• Data:
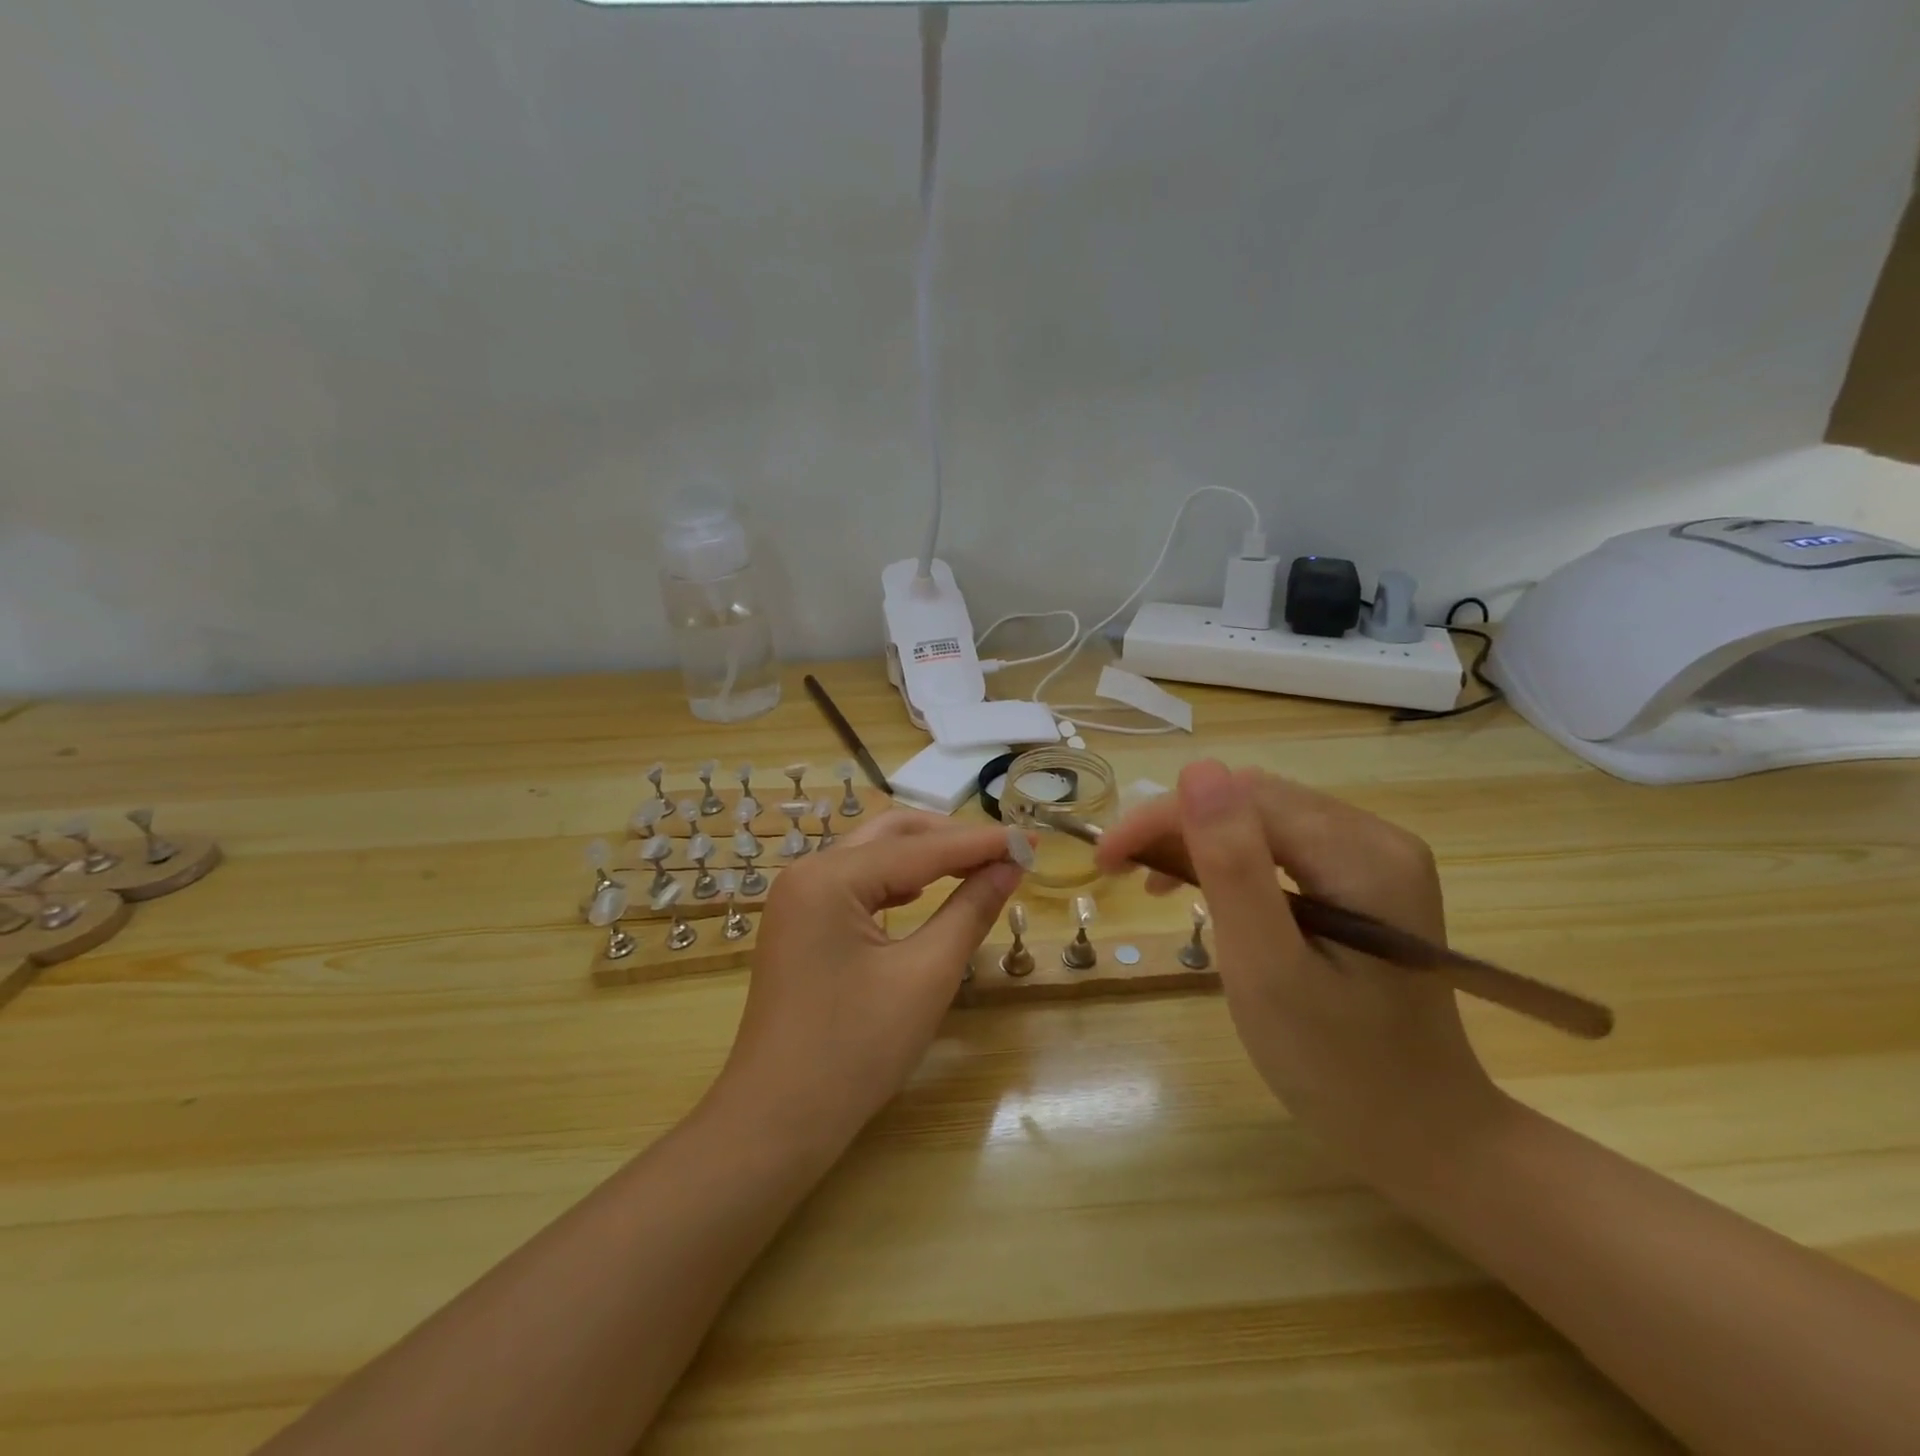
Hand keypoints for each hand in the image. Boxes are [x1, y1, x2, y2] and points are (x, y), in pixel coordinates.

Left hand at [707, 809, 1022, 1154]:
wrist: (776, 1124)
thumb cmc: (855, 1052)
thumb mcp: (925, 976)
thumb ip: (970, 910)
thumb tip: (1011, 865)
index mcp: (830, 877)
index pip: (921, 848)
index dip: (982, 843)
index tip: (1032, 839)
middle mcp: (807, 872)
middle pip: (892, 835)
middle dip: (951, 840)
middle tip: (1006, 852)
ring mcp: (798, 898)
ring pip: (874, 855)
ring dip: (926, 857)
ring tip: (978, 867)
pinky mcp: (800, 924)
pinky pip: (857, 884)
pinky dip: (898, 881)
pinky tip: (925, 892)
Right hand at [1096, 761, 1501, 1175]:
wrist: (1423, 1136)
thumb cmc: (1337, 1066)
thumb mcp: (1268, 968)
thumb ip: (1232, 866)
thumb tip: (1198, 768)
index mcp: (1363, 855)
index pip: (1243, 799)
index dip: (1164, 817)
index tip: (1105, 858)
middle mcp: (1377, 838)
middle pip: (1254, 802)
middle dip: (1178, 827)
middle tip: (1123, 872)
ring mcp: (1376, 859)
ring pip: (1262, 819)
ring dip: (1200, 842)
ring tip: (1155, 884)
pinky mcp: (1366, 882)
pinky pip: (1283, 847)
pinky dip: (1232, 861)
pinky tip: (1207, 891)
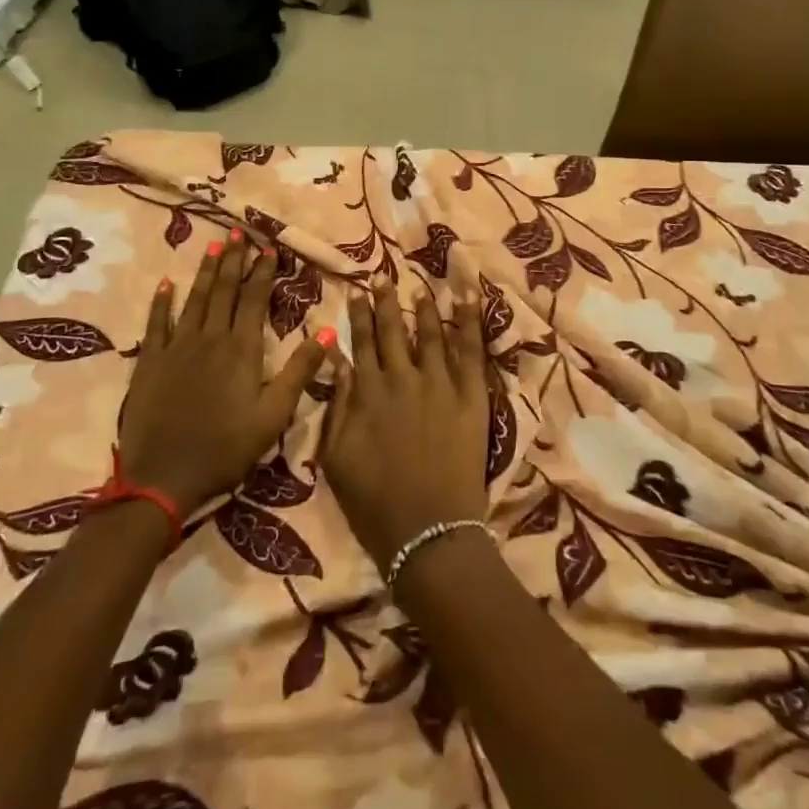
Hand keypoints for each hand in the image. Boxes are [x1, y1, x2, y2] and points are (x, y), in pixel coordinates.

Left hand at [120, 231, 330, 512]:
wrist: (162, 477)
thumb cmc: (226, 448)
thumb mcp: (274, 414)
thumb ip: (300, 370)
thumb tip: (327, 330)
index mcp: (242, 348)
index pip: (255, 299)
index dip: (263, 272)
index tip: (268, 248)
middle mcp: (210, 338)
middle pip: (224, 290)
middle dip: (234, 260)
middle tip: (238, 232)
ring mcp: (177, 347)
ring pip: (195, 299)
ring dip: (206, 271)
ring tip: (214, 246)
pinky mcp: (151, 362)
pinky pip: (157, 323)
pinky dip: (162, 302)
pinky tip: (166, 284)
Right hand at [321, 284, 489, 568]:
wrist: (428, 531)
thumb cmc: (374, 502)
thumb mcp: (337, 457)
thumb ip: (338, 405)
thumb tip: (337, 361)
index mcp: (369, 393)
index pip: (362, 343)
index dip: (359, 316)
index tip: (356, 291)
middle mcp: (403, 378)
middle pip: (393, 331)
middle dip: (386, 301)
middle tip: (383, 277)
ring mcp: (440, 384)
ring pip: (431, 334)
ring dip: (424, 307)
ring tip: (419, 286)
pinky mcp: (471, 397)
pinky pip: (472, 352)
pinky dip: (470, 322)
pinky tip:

• What you have to do: The expected output is the exact run of lines from the first line of the material above through the line that contains "pinky tip: (925, 892)", minus any pictures.

• Output for this exercise:
Hand keypoints for each hand in the image. Boxes are [x1, y1, x2, y2] and points are (x, y), in pixel coordinates.

Left hand at [707, 809, 1022, 1154]:
wrist: (776, 1124)
thumb cmc: (855, 1052)
thumb mcp: (925, 976)
thumb ip: (970, 910)
thumb tip: (1011, 865)
index mcp: (830, 877)
index pip: (921, 848)
index dip: (982, 843)
index tip: (1032, 839)
middle mcp: (807, 872)
middle pip: (892, 835)
middle dip: (951, 840)
middle tip: (1006, 852)
ring mcp: (798, 898)
ring pip: (874, 855)
ring dip: (926, 857)
ring tip: (978, 867)
pinky mcp: (800, 924)
pinky pip: (857, 884)
pinky dip: (898, 881)
pinky tip: (925, 892)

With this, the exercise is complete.